◆ Data extract ◆
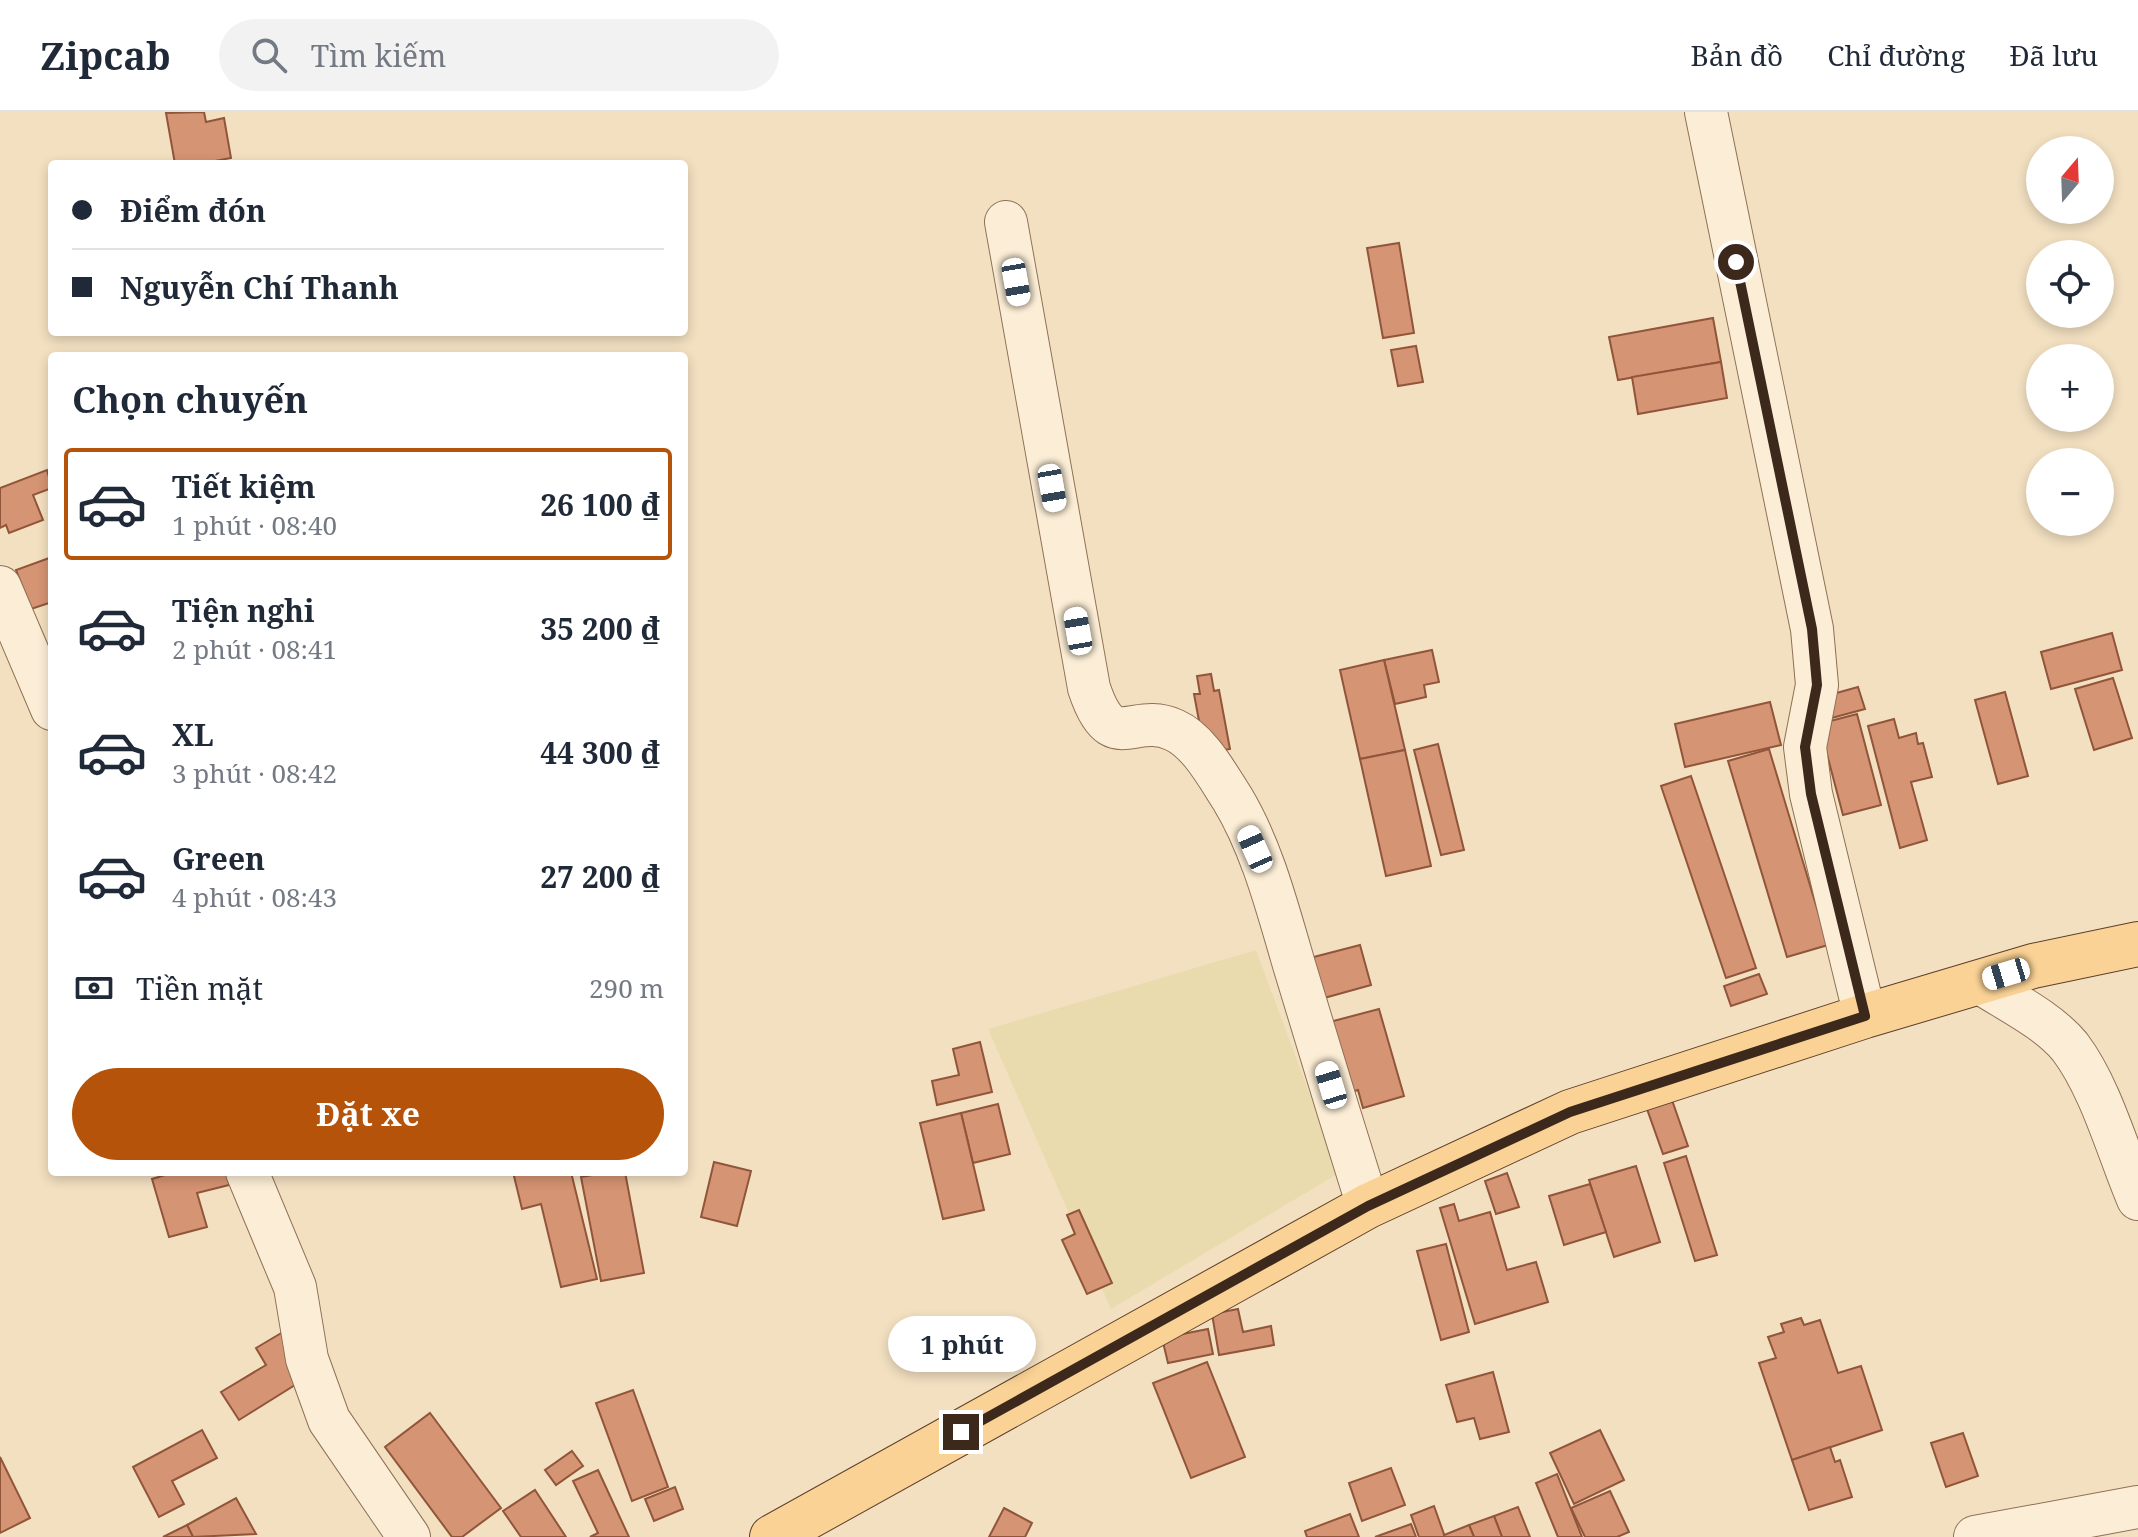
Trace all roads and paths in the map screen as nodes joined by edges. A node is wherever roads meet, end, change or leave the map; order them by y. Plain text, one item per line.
1 (1706, 112) edge
2 (1006, 222) dead end
3 (0, 587) edge
4 (48, 700) edge
5 (2138, 944) edge
6 (1979, 982) junction
7 (1865, 1016) junction
8 (249, 1176) edge
9 (2138, 1199) edge
10 (1368, 1206) junction
11 (2138, 1507) edge
12 (409, 1537) edge
13 (772, 1537) edge
14 (1975, 1537) edge

1 - 7 street
2 - 10 street
3 - 4 street
5 - 6 main road
6 - 7 main road
6 - 9 street
7 - 10 main road
8 - 12 street
10 - 13 main road
11 - 14 street

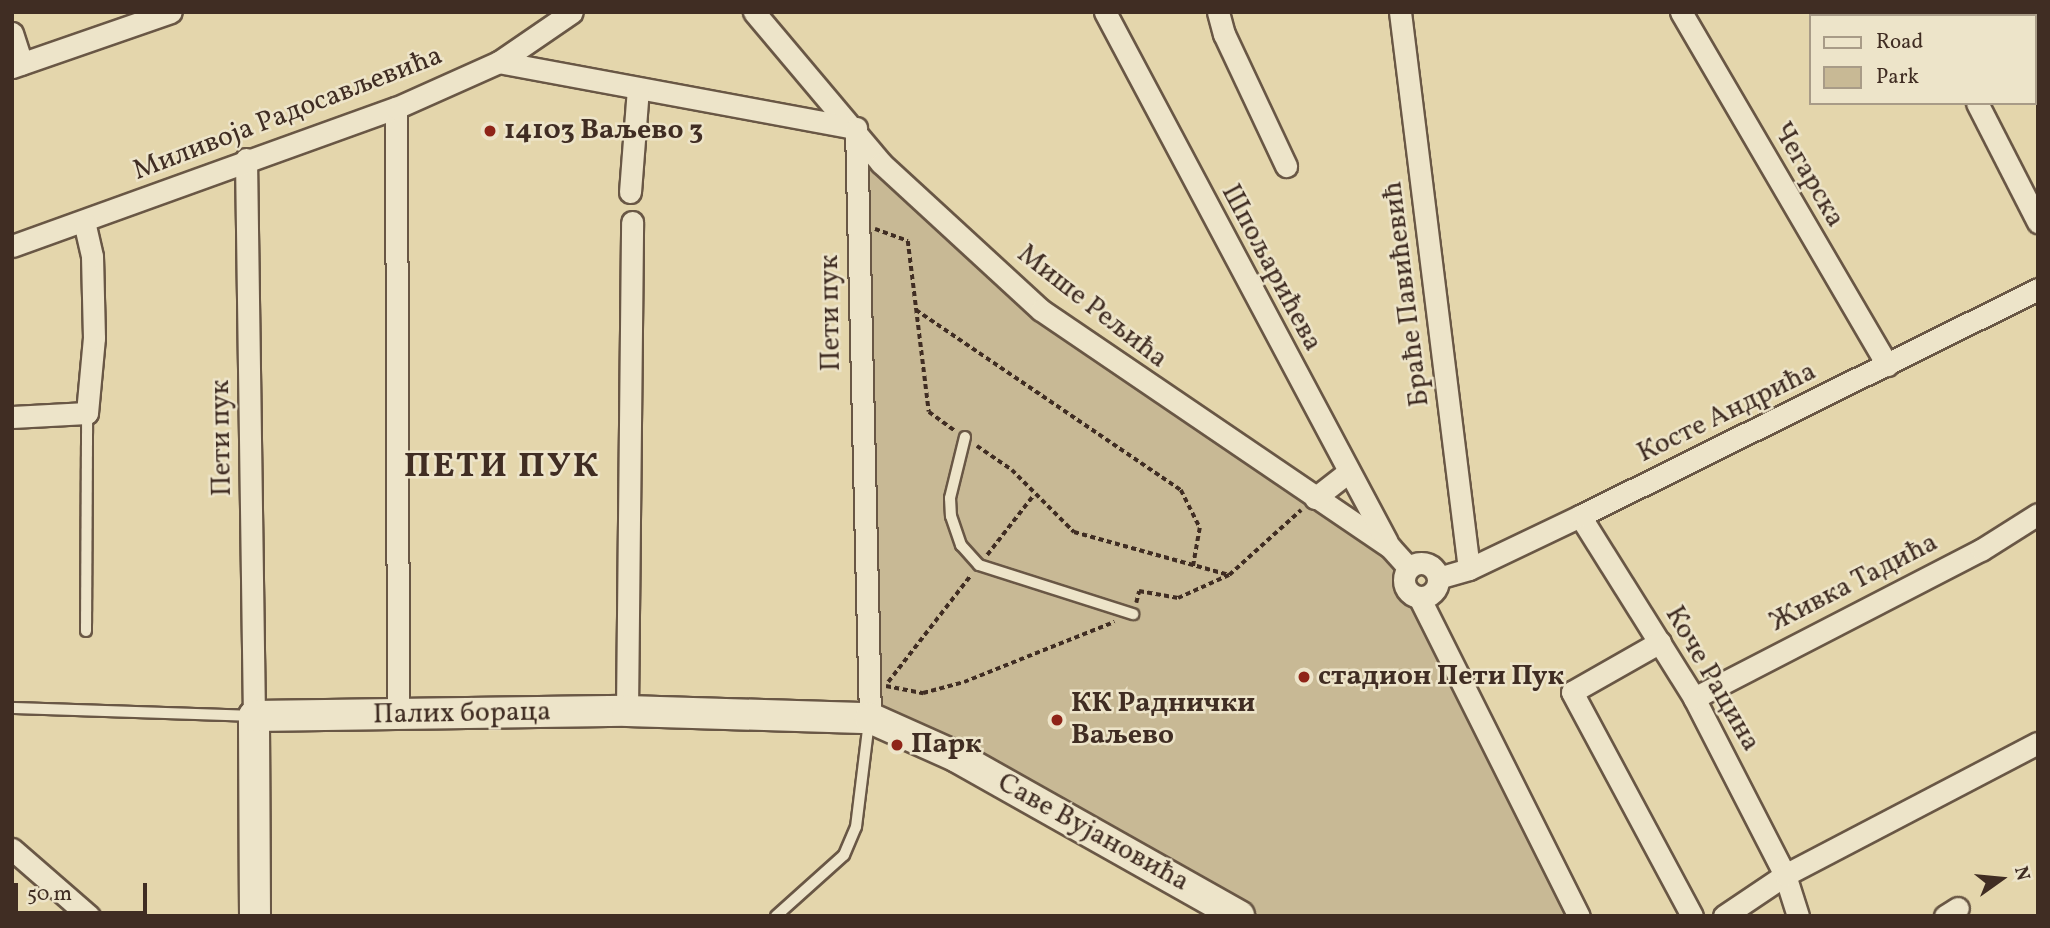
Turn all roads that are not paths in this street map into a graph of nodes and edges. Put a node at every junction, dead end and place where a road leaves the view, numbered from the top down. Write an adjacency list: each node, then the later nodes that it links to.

◆ Instructions to follow ◆
Copy the data word for word, no pictures.

◆ Exercise answer ◆
Trace all roads and paths in the map screen as nodes joined by edges. A node is wherever roads meet, end, change or leave the map; order them by y. Plain text, one item per line.
1 (1706, 112) edge
2 (1006, 222) dead end
3 (0, 587) edge
4 (48, 700) edge
5 (2138, 944) edge
6 (1979, 982) junction
7 (1865, 1016) junction
8 (249, 1176) edge
9 (2138, 1199) edge
10 (1368, 1206) junction
11 (2138, 1507) edge
12 (409, 1537) edge
13 (772, 1537) edge
14 (1975, 1537) edge

1 - 7 street
2 - 10 street
3 - 4 street
5 - 6 main road
6 - 7 main road
6 - 9 street
7 - 10 main road
8 - 12 street
10 - 13 main road
11 - 14 street

Turn all roads that are not paths in this street map into a graph of nodes and edges. Put a node at every junction, dead end and place where a road leaves the view, numbered from the top down. Write an adjacency list: each node, then the later nodes that it links to.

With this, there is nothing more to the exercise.